De plus, comme l’a noté la juriste de l’Université de Stanford, Daphne Keller, les problèmes de confidentialité doivent être résolus. Le fournisseur de middleware a-t-il accès à tout le matériel publié par les amis et abonnés d’un utilisateur ? Si oui, cela empiète sur la vie privée de ces autres utilisateurs qui pourraient ne vouloir rien avoir à faire avec ce fournisseur de middleware. Si non, comment le fournisseur de middleware peut-il filtrer efficacement le fil d’actualité ?

Plus important encore, cette idée n’est pas un moyen de favoriser un véritable échange entre les citoyens sur des questions d’importance publique. C’est plus une recette pour nous de nous retirer dans nos coins, en créant des bulles de filtres de personnes partageant les mêmes idées et en excluant le reste de la société.

Nous séparer pour ne pas avoir à écouter les personnes qui diffèrent de nous n’est pas un remède aux externalités d’information qui rendent le discours de haine et la désinformation si dangereux même pour les personnes qui n’y sont pas exposées. Les gens ne peuvent pas rester indifférents à ce que croient les autres dans la société parce que ce que les autres croient les affecte. Si suffisamment de personnes rejettent les vaccins et autres mesures de santé publique, nous risquons tous la prochaine pandémie. Si suffisamment de personnes deviennent racistes ou intolérantes envers la communauté LGBTQ, des parties importantes de notre communauté ne seront pas en sécurité dans leur propre société. Et comment allons-nous nous mettre d’accord sur ce qu’il faut enseigner à nos enfants s’il n’y a pas de plate-forme publique uniforme où nous pouvons échanger des idées ?
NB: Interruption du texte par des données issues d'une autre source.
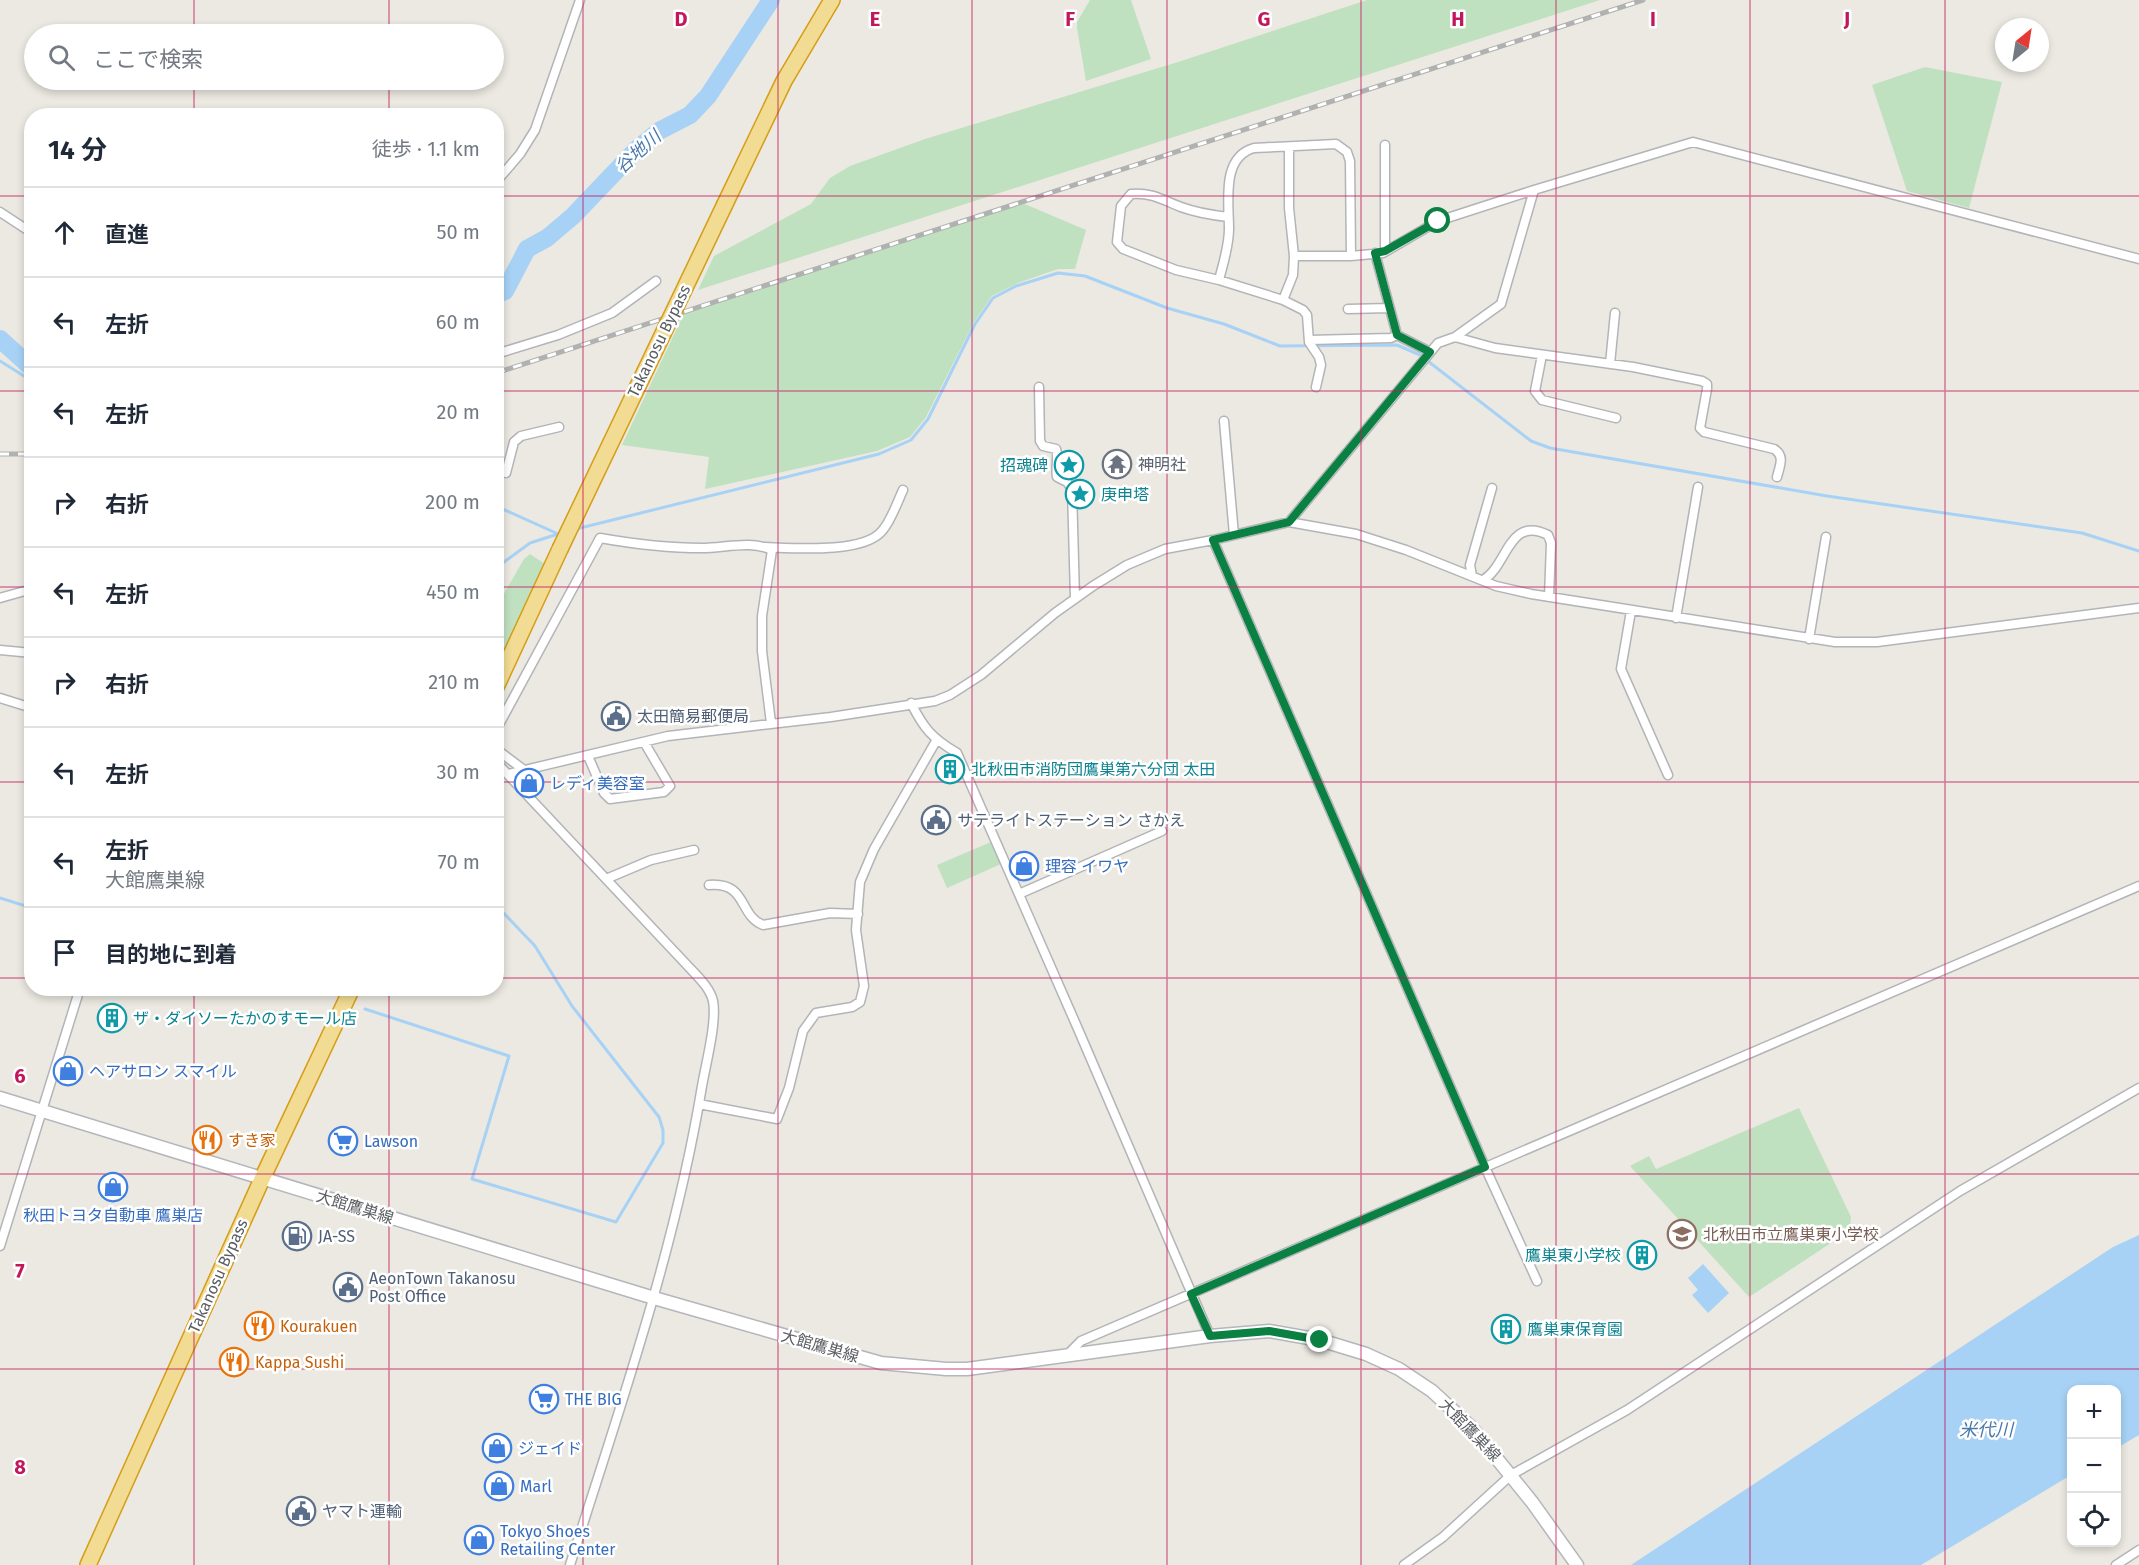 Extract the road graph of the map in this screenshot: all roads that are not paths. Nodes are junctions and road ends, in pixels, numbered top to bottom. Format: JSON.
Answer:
{"nodes":[{"id":1,"x":580,"y":0,"type":"edge"},
{"id":2,"x":832,"y":0,"type":"edge"},
{"id":3,"x":1385,"y":145,"type":"dead end"},
{"id":4,"x":1289,"y":147,"type":"junction"},
{"id":5,"x":504,"y":173,"type":"edge"},
{"id":6,"x":1534,"y":190,"type":"junction"},
{"id":7,"x":0,"y":212,"type":"edge"},
{"id":8,"x":1228,"y":217,"type":"junction"},
{"id":9,"x":24,"y":228,"type":"edge"},
{"id":10,"x":1385,"y":251,"type":"junction"},
{"id":11,"x":1375,"y":253,"type":"junction"},
{"id":12,"x":1294,"y":256,"type":"junction"},
{"id":13,"x":1351,"y":256,"type":"junction"},
{"id":14,"x":2139,"y":259,"type":"edge"},
{"id":15,"x":1219,"y":280,"type":"junction"},
{"id":16,"x":656,"y":281,"type":"dead end"},
{"id":17,"x":1283,"y":300,"type":"junction"},
{"id":18,"x":1390,"y":308,"type":"junction"},
{"id":19,"x":1348,"y":309,"type":"dead end"},
{"id":20,"x":1615,"y":313,"type":"dead end"},
{"id":21,"x":1397,"y":335,"type":"junction"},
{"id":22,"x":1455,"y":338,"type":"junction"},
{"id":23,"x":1311,"y":344,"type":"junction"},
{"id":24,"x":504,"y":352,"type":"edge"},
{"id":25,"x":1429,"y":354,"type":"junction"},
{"id":26,"x":1542,"y":355,"type":"junction"},
{"id":27,"x":1610,"y":364,"type":"junction"},
{"id":28,"x":1039,"y":387,"type":"dead end"},
{"id":29,"x":1316,"y":387,"type":"dead end"},
{"id":30,"x":1616,"y":417,"type":"dead end"},
{"id":31,"x":1224,"y":421,"type":"dead end"},
{"id":32,"x":559,"y":427,"type":"dead end"},
{"id":33,"x":504,"y":472,"type":"edge"},
{"id":34,"x":1778,"y":477,"type":"dead end"},
{"id":35,"x":1698,"y":487,"type":"dead end"},
{"id":36,"x":1492,"y":488,"type":"dead end"},
{"id":37,"x":903,"y":490,"type":"dead end"},
{"id":38,"x":1289,"y":522,"type":"junction"},
{"id":39,"x":1234,"y":535,"type":"junction"},
{"id":40,"x":1826,"y":537,"type":"dead end"},
{"id":41,"x":1213,"y":540,"type":"junction"},
{"id":42,"x":765,"y":547,"type":"junction"},
{"id":43,"x":1472,"y":576,"type":"junction"},
{"id":44,"x":1483,"y":580,"type":"junction"},
{"id":45,"x":24,"y":592,"type":"edge"},
{"id":46,"x":1549,"y":597,"type":"junction"},
{"id":47,"x":0,"y":598,"type":"edge"},
{"id":48,"x":1075,"y":598,"type":"junction"},
{"id":49,"x":2139,"y":608,"type":"edge"},
{"id":50,"x":1631,"y":611,"type":"junction"},
{"id":51,"x":1676,"y":618,"type":"junction"},
{"id":52,"x":1809,"y":639,"type":"junction"},
{"id":53,"x":0,"y":650,"type":"edge"},
{"id":54,"x":24,"y":652,"type":"edge"},
{"id":55,"x":504,"y":670,"type":"edge"},
{"id":56,"x":0,"y":698,"type":"edge"},
{"id":57,"x":911,"y":704,"type":"junction"},
{"id":58,"x":24,"y":706,"type":"edge"},
{"id":59,"x":504,"y":715,"type":"edge"},
{"id":60,"x":771,"y":723,"type":"junction"},
{"id":61,"x":936,"y":741,"type":"junction"},
{"id":62,"x":644,"y":742,"type":"junction"},
{"id":63,"x":504,"y":755,"type":"edge"},
{"id":64,"x":588,"y":756,"type":"junction"},
{"id":65,"x":504,"y":770,"type":"edge"},
{"id":66,"x":524,"y":770,"type":"junction"},
{"id":67,"x":508,"y":774,"type":"junction"},
{"id":68,"x":1668,"y":775,"type":"dead end"},
{"id":69,"x":1162,"y":831,"type":"dead end"},
{"id":70,"x":694,"y":850,"type":"dead end"},
{"id":71,"x":606,"y":879,"type":"junction"},
{"id":72,"x":709,"y":885,"type":"dead end"},
{"id":73,"x":2139,"y":886,"type":"edge"},
{"id":74,"x":1019,"y":894,"type":"junction"},
{"id":75,"x":858,"y":914,"type":"junction"},
{"id":76,"x":77,"y":996,"type":"edge"},
{"id":77,"x":348,"y":996,"type":"edge"},
{"id":78,"x":2139,"y":1088,"type":"edge"},
{"id":79,"x":0,"y":1098,"type":"edge"},
{"id":80,"x":699,"y":1104,"type":"junction"},
{"id":81,"x":41,"y":1111,"type":"junction"},
{"id":82,"x":1485,"y":1167,"type":"junction"},
{"id":83,"x":262,"y":1179,"type":"junction"},
{"id":84,"x":0,"y":1246,"type":"edge"},
{"id":85,"x":1537,"y":1281,"type":"dead end"},
{"id":86,"x":1191,"y":1294,"type":"junction"},
{"id":87,"x":654,"y":1298,"type":"junction"},
{"id":88,"x":1210,"y":1336,"type":"junction"},
{"id":89,"x":1065,"y":1357,"type":"junction"},
{"id":90,"x":1511,"y":1475,"type":"junction"},
{"id":91,"x":2139,"y":1550,"type":"edge"},
{"id":92,"x":88,"y":1565,"type":"edge"},
{"id":93,"x":570,"y":1565,"type":"edge"},
{"id":94,"x":1404,"y":1565,"type":"edge"},
{"id":95,"x":1577,"y":1565,"type":"edge"},
{"id":96,"x":2116,"y":1565,"type":"edge"}],
"edges":[{"from":1,"to":5,"type":"street"},
{"from":2,"to":55,"type":"highway","name":"Takanosu Bypass","bridge":true},
{"from":3,"to":10,"type":"street"},
{"from":4,"to":8,"type":"street"},
{"from":4,"to":12,"type":"street"},
{"from":4,"to":13,"type":"street"},
{"from":6,"to":10,"type":"street"},
{"from":6,"to":14,"type":"street"},
{"from":6,"to":22,"type":"street"},
{"from":7,"to":9,"type":"street"},
{"from":8,"to":15,"type":"street"},
{"from":8,"to":15,"type":"street"},
{"from":10,"to":11,"type":"street"},
{"from":11,"to":13,"type":"street"},
{"from":11,"to":18,"type":"street"},
{"from":12,"to":13,"type":"street"},
{"from":12,"to":17,"type":"street"},
{"from":15,"to":17,"type":"street"},
{"from":16,"to":24,"type":"street"},
{"from":17,"to":23,"type":"street"},
{"from":18,"to":19,"type":"street"},
{"from":18,"to":21,"type":"street"},
{"from":20,"to":27,"type":"street"},
{"from":21,"to":23,"type":"street"},
{"from":21,"to":25,"type":"street"},
{"from":22,"to":25,"type":"street"},
{"from":22,"to":26,"type":"street"},
{"from":23,"to":29,"type":"street"},
{"from":25,"to":38,"type":"street"},
{"from":26,"to":27,"type":"street"},
{"from":26,"to":30,"type":"street"},
{"from":27,"to":34,"type":"street"},
{"from":28,"to":48,"type":"street"},
{"from":31,"to":39,"type":"street"},
{"from":32,"to":33,"type":"street"},
{"from":35,"to":51,"type":"street"},
{"from":36,"to":43,"type":"street"},
{"from":37,"to":42,"type":"street"},
{"from":38,"to":39,"type":"street"},
{"from":38,"to":43,"type":"street"},
{"from":39,"to":41,"type":"street"},
{"from":40,"to":52,"type":"street"},
{"from":41,"to":48,"type":"street"},
{"from":41,"to":82,"type":"street"},
{"from":42,"to":59,"type":"street"},
{"from":42,"to":60,"type":"street"},
{"from":43,"to":44,"type":"street"},
{"from":44,"to":46,"type":"street"},
{"from":44,"to":46,"type":"street"},
{"from":45,"to":47,"type":"street"},
{"from":46,"to":50,"type":"street"},
{"from":48,"to":57,"type":"street"},
{"from":49,"to":52,"type":"street"},
{"from":50,"to":51,"type":"street"},
{"from":50,"to":68,"type":"street"},
{"from":51,"to":52,"type":"street"},
{"from":53,"to":54,"type":"street"},
{"from":56,"to":58,"type":"street"},
{"from":57,"to":60,"type":"street"},
{"from":57,"to":61,"type":"street"},
{"from":60,"to":62,"type":"street"},
{"from":61,"to":74,"type":"street"},
{"from":61,"to":75,"type":"street"},
{"from":62,"to":64,"type":"street"},
{"from":62,"to":64,"type":"street"},
{"from":63,"to":66,"type":"street"},
{"from":64,"to":66,"type":"street"},
{"from":65,"to":67,"type":"street"},
{"from":66,"to":67,"type":"street"},
{"from":67,"to":71,"type":"street"},
{"from":69,"to":74,"type":"street"},
{"from":70,"to":71,"type":"street"},
{"from":71,"to":80,"type":"street"},
{"from":72,"to":75,"type":"street"},
{"from":73,"to":82,"type":"street"},
{"from":74,"to":86,"type":"street"},
{"from":75,"to":80,"type":"street"},
{"from":76,"to":81,"type":"street"},
{"from":77,"to":83,"type":"highway","name":"Takanosu Bypass"},
{"from":78,"to":90,"type":"street"},
{"from":79,"to":81,"type":"main road","name":"大館鷹巣線"},
{"from":80,"to":87,"type":"street"},
{"from":81,"to":83,"type":"main road","name":"大館鷹巣線"},
{"from":81,"to":84,"type":"street"},
{"from":82,"to":85,"type":"street"},
{"from":82,"to":86,"type":"street"},
{"from":83,"to":87,"type":"main road","name":"大館鷹巣線"},
{"from":83,"to":92,"type":"highway","name":"Takanosu Bypass"},
{"from":86,"to":88,"type":"street"},
{"from":86,"to":89,"type":"street"},
{"from":87,"to":89,"type":"main road","name":"大館鷹巣線"},
{"from":87,"to":93,"type":"street"},
{"from":88,"to":89,"type":"main road","name":"大館鷹巣線"},
{"from":88,"to":90,"type":"main road","name":"大館鷹巣線"},
{"from":90,"to":94,"type":"street"},
{"from":90,"to":95,"type":"main road","name":"大館鷹巣線"},
{"from":91,"to":96,"type":"street"}]} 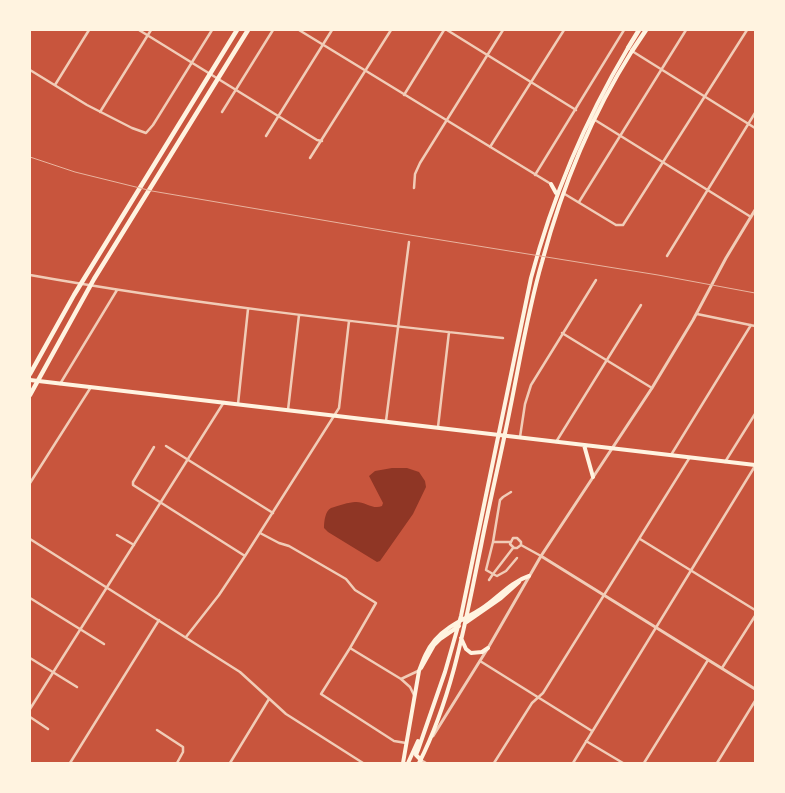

Le grand avantage de la prise de contrôle de Twitter par Musk est qu’elle attirera l’attention sur de nouvelles façons d’améliorer la modération du contenu. La déception, pour beaucoup, est qu’à part offrir des conseils et exiger la transparence, le public ou les décideurs politiques ne peuvent pas faire grand-chose pour influencer la décision de Musk sur ce qu’il faut faire de son nouveau magasin de bonbons. Il est propriétaire de la plate-forme et, comme c’est le cas dans le monde des affaires en général, il est libre de prendre les décisions qu’il souhaite.